* WORK INSTRUCTIONS
The lines below that include the word "node" are to be reported.
*** Opening of EXERCISE MATERIAL ***
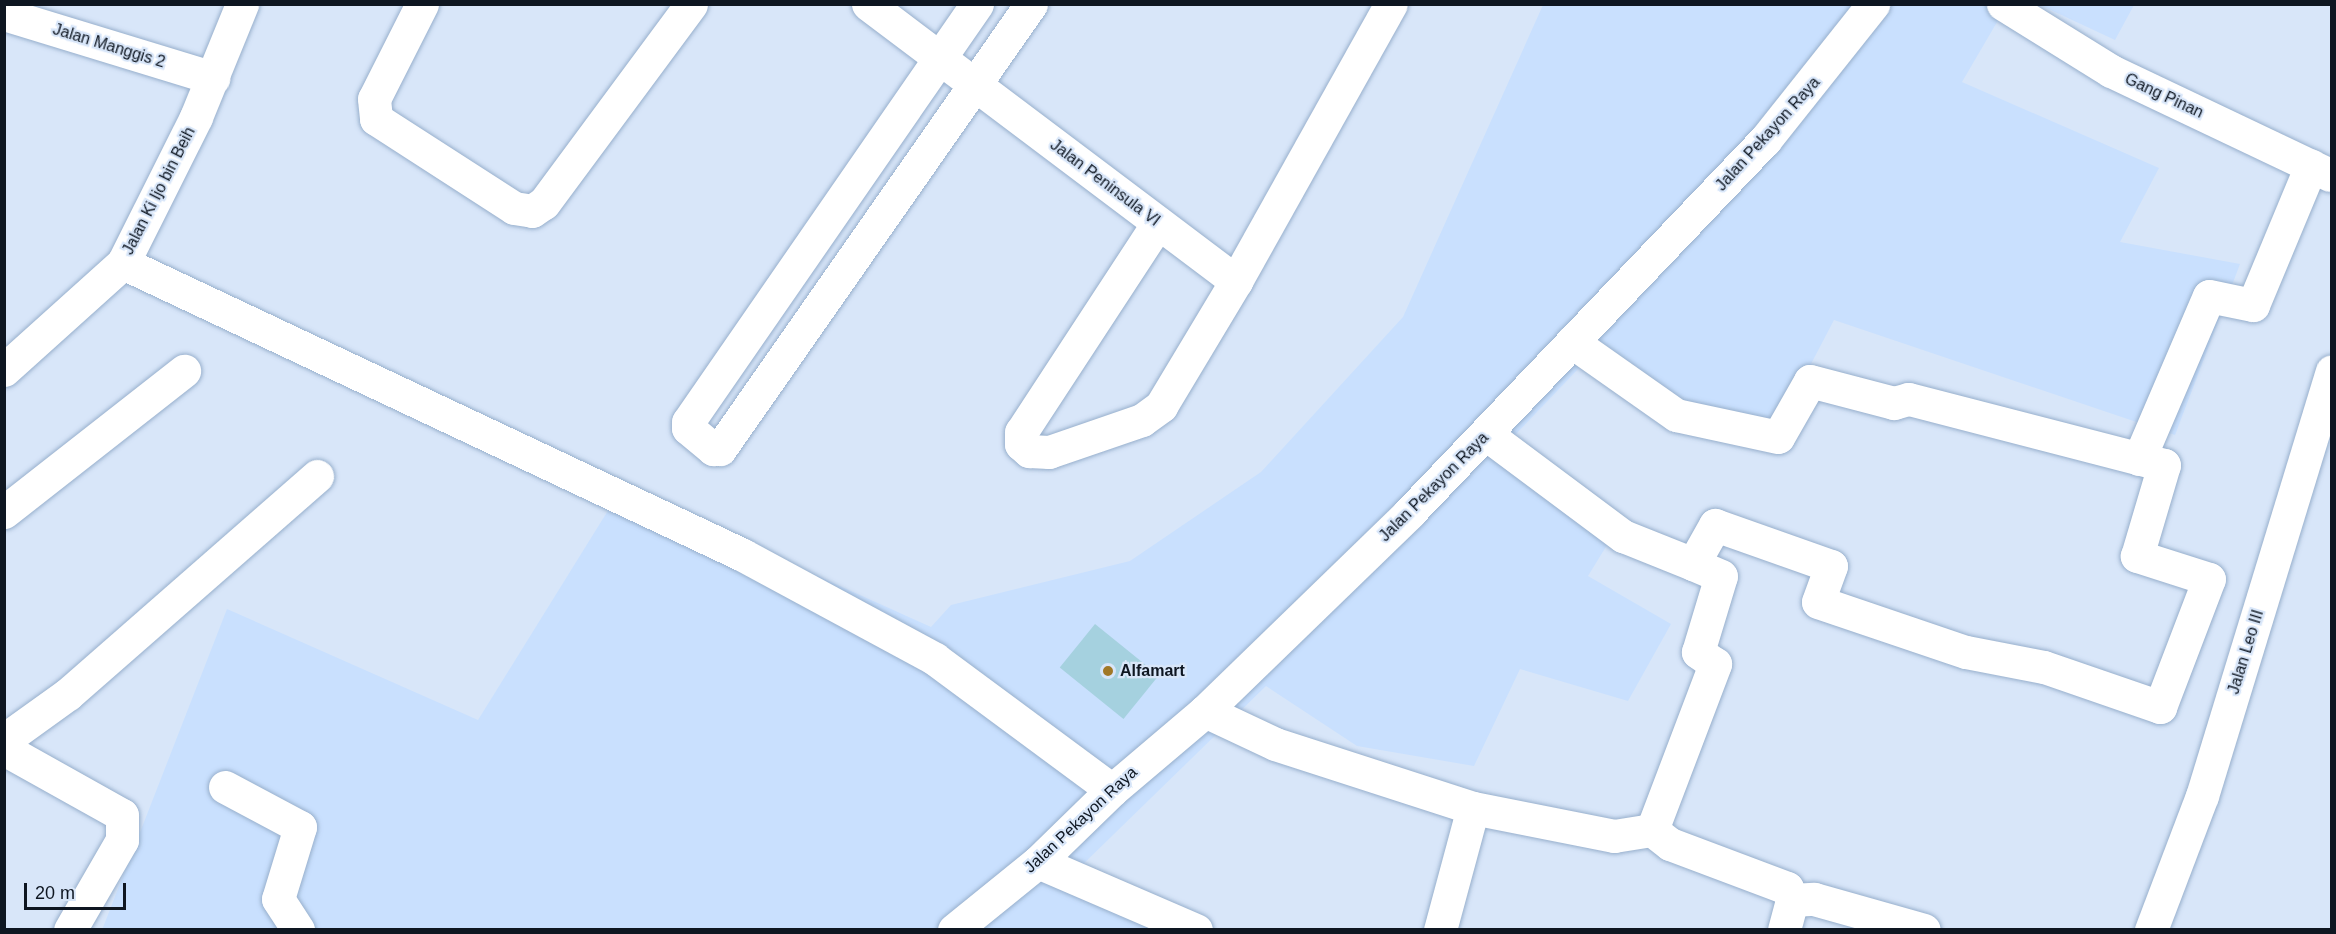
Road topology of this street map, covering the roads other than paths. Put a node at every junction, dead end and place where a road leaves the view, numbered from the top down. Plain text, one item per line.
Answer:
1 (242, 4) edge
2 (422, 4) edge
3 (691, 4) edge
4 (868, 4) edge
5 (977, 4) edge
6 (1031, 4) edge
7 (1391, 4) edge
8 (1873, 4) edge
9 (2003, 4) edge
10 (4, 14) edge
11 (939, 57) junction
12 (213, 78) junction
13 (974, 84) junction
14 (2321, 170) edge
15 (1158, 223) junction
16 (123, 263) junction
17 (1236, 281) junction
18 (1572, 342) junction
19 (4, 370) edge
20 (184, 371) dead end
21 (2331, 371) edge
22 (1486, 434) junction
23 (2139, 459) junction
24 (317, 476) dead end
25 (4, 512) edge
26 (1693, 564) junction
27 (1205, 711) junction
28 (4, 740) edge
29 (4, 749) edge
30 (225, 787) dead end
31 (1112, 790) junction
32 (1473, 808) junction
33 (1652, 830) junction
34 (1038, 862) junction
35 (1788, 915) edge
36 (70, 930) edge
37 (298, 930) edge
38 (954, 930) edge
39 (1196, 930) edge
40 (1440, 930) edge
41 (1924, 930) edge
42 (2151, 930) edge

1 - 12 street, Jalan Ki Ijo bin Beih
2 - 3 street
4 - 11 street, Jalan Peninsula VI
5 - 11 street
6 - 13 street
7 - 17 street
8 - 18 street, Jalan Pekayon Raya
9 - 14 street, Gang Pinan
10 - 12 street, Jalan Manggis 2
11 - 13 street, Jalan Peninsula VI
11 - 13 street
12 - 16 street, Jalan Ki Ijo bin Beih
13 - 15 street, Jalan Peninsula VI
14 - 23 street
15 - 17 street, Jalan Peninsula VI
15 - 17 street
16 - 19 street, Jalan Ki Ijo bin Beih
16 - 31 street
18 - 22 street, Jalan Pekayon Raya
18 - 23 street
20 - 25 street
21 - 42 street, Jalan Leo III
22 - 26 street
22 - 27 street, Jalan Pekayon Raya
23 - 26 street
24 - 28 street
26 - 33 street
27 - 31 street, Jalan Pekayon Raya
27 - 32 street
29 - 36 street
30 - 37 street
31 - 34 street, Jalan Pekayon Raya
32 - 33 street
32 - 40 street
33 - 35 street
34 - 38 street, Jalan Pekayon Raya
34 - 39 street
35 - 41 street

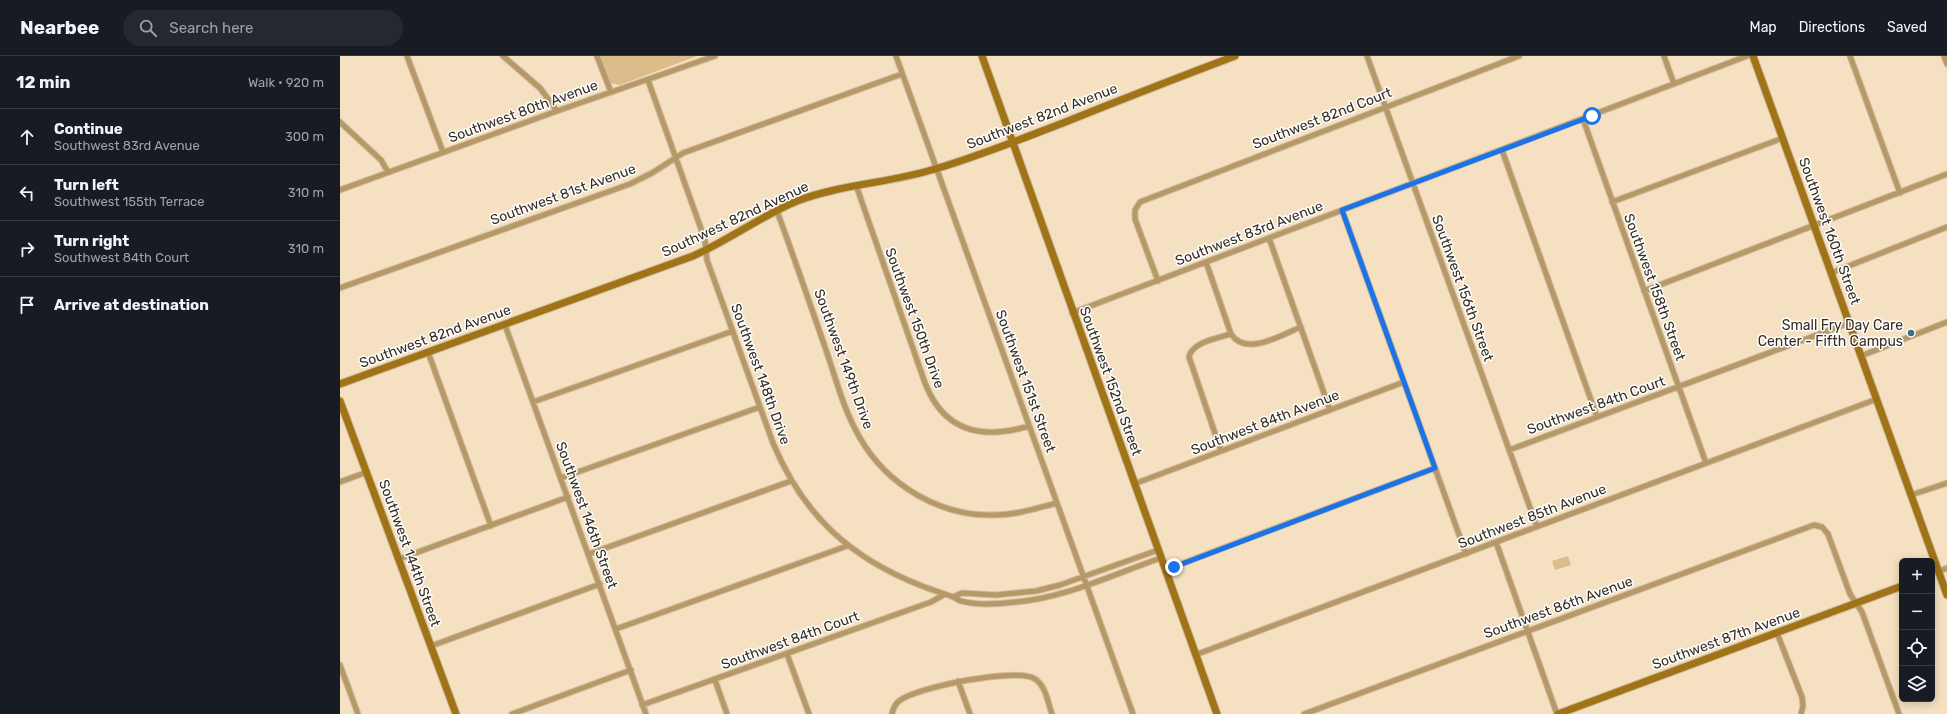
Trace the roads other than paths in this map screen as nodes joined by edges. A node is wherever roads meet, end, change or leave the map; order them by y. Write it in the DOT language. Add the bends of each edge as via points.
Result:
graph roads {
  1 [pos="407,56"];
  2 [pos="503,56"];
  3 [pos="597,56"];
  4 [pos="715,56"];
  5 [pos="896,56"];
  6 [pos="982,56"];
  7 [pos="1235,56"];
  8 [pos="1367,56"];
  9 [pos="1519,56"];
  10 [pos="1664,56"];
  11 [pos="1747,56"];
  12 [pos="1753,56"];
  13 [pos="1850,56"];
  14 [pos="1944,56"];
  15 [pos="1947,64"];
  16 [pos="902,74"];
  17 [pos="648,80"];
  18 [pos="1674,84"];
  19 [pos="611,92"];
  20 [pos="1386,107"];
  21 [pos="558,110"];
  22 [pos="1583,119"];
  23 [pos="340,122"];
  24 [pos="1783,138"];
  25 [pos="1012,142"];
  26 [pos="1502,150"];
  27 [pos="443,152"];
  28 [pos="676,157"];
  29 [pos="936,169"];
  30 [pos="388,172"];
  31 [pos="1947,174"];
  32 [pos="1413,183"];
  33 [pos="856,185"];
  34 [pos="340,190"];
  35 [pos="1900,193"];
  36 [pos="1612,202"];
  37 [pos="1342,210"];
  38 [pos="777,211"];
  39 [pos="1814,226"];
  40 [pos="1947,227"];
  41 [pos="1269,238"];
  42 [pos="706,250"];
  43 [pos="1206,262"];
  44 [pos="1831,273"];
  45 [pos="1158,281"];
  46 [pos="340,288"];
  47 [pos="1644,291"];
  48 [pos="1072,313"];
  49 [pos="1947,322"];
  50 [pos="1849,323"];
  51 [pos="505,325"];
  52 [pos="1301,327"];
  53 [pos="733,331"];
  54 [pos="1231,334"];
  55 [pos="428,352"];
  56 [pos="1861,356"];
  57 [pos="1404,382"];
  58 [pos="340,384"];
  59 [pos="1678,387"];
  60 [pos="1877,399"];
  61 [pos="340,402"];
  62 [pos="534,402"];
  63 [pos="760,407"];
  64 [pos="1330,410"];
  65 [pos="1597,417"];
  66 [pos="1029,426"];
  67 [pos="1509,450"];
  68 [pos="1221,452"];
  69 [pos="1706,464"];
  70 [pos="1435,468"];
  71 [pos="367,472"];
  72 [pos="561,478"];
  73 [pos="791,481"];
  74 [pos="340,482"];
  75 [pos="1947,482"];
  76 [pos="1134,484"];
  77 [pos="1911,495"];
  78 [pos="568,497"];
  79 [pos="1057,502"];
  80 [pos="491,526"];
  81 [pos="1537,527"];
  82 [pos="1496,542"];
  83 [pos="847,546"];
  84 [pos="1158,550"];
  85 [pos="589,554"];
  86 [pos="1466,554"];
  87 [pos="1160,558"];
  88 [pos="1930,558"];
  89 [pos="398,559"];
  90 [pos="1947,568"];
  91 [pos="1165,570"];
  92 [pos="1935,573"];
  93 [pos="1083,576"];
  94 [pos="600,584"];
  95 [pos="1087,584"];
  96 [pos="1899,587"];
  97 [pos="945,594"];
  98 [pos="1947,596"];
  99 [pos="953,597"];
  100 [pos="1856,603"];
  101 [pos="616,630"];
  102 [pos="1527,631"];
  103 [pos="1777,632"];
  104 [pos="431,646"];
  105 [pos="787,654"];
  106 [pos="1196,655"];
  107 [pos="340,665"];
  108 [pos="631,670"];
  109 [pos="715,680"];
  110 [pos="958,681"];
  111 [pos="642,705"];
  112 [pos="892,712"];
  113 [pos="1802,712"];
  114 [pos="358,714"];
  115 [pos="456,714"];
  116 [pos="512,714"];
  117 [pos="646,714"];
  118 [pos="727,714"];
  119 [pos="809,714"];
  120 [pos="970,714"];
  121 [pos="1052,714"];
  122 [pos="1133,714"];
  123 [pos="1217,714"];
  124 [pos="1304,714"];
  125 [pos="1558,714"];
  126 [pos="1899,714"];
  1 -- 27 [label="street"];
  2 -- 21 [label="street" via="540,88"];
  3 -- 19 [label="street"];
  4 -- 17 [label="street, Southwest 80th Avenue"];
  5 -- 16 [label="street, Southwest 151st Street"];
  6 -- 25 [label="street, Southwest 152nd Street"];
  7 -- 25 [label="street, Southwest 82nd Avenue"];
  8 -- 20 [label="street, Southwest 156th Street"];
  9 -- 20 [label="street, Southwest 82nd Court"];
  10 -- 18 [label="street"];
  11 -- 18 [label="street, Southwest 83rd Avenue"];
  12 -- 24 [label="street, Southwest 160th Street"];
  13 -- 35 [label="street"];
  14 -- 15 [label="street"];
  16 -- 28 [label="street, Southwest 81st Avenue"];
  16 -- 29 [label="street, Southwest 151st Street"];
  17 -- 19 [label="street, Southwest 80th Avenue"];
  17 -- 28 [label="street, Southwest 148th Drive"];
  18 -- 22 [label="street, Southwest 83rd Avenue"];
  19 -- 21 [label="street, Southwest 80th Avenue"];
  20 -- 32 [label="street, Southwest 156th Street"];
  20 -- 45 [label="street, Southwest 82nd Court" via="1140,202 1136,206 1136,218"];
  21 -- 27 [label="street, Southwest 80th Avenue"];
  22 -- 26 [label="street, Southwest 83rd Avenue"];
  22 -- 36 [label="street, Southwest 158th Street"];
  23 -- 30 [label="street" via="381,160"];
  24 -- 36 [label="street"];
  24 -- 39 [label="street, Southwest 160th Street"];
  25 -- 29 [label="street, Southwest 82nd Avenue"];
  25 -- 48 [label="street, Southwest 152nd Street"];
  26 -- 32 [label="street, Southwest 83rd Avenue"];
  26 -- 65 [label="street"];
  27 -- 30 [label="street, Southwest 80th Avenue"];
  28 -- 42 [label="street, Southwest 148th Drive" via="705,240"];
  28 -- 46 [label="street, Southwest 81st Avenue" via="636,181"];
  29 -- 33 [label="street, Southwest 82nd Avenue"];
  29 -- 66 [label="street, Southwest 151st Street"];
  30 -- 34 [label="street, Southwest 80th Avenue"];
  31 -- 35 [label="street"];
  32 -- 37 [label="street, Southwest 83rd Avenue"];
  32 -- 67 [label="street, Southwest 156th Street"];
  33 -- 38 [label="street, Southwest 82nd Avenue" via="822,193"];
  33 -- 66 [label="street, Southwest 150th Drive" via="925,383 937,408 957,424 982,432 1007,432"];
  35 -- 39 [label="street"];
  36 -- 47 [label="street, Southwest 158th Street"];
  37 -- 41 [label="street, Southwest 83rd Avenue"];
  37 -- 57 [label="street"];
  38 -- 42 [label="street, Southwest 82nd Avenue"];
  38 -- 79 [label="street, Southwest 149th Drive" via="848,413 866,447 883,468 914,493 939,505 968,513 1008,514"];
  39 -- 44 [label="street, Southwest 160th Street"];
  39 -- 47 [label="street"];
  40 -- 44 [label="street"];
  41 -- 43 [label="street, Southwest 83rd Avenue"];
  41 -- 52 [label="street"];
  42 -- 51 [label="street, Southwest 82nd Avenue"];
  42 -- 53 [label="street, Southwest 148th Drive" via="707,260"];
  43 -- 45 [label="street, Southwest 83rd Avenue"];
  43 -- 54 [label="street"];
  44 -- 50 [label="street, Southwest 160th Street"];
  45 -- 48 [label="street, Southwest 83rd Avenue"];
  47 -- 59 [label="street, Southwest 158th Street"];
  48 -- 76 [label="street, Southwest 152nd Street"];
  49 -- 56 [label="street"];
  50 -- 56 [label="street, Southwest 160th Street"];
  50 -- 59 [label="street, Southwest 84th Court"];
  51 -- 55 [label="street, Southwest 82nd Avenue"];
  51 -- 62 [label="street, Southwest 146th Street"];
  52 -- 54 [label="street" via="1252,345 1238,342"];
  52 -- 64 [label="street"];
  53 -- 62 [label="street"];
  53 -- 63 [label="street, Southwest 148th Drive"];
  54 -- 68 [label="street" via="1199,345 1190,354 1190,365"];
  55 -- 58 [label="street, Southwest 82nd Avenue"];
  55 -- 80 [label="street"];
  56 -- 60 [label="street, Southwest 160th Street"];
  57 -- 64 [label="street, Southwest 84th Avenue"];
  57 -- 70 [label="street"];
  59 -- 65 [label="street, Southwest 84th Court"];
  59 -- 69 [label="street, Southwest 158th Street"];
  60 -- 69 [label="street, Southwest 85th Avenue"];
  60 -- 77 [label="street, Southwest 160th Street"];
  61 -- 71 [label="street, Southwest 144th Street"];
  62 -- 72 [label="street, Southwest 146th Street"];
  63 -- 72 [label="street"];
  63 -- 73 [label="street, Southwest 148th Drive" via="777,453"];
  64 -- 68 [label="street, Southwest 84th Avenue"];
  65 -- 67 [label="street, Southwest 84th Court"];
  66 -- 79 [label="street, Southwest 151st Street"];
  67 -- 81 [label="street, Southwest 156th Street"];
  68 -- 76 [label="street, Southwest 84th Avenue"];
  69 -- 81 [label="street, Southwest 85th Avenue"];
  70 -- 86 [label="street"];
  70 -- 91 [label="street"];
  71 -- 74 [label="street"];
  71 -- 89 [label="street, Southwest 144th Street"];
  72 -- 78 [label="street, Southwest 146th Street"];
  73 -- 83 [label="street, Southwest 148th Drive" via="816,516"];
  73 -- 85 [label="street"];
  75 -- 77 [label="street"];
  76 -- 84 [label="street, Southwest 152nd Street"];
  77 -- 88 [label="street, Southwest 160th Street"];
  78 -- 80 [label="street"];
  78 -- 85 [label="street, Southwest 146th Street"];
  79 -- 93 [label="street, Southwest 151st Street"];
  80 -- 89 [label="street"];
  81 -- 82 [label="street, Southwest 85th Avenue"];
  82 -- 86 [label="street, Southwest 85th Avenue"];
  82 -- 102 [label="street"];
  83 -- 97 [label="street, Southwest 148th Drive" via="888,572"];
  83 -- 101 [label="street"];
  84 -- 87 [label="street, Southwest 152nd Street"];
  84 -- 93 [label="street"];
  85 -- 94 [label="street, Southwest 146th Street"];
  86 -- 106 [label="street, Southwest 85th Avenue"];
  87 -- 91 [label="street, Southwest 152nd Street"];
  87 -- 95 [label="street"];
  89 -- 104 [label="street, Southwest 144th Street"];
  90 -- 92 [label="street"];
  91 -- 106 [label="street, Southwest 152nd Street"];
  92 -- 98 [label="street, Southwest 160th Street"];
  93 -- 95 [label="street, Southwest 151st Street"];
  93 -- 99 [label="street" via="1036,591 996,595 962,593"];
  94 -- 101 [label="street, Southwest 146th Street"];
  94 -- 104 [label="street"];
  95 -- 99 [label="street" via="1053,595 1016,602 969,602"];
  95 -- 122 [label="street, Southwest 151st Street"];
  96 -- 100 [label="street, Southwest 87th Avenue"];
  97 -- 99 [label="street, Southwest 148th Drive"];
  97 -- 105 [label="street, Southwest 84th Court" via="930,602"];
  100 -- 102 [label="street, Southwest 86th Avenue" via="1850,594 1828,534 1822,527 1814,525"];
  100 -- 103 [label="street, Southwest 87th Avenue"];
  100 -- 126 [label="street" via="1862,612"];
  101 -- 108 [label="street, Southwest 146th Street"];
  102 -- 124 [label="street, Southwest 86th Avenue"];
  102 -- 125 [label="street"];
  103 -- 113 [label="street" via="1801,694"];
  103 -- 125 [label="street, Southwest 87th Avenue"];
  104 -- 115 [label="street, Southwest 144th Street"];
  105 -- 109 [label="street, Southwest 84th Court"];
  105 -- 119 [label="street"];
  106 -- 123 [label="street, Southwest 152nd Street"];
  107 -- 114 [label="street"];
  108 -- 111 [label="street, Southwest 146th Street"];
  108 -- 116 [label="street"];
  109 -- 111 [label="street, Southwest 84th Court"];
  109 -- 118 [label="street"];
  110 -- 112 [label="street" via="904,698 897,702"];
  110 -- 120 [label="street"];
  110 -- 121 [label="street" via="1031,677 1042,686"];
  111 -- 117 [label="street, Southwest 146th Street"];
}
*** Close of EXERCISE MATERIAL ***
* TASK SOLUTION
Road topology of this street map, covering the roads other than paths. Put a node at every junction, dead end and place where a road leaves the view, numbered from the top down. Plain text, one item per line.
Trace the roads other than paths in this map screen as nodes joined by edges. A node is wherever roads meet, end, change or leave the map; order them by y. Write it in the DOT language. Add the bends of each edge as via points.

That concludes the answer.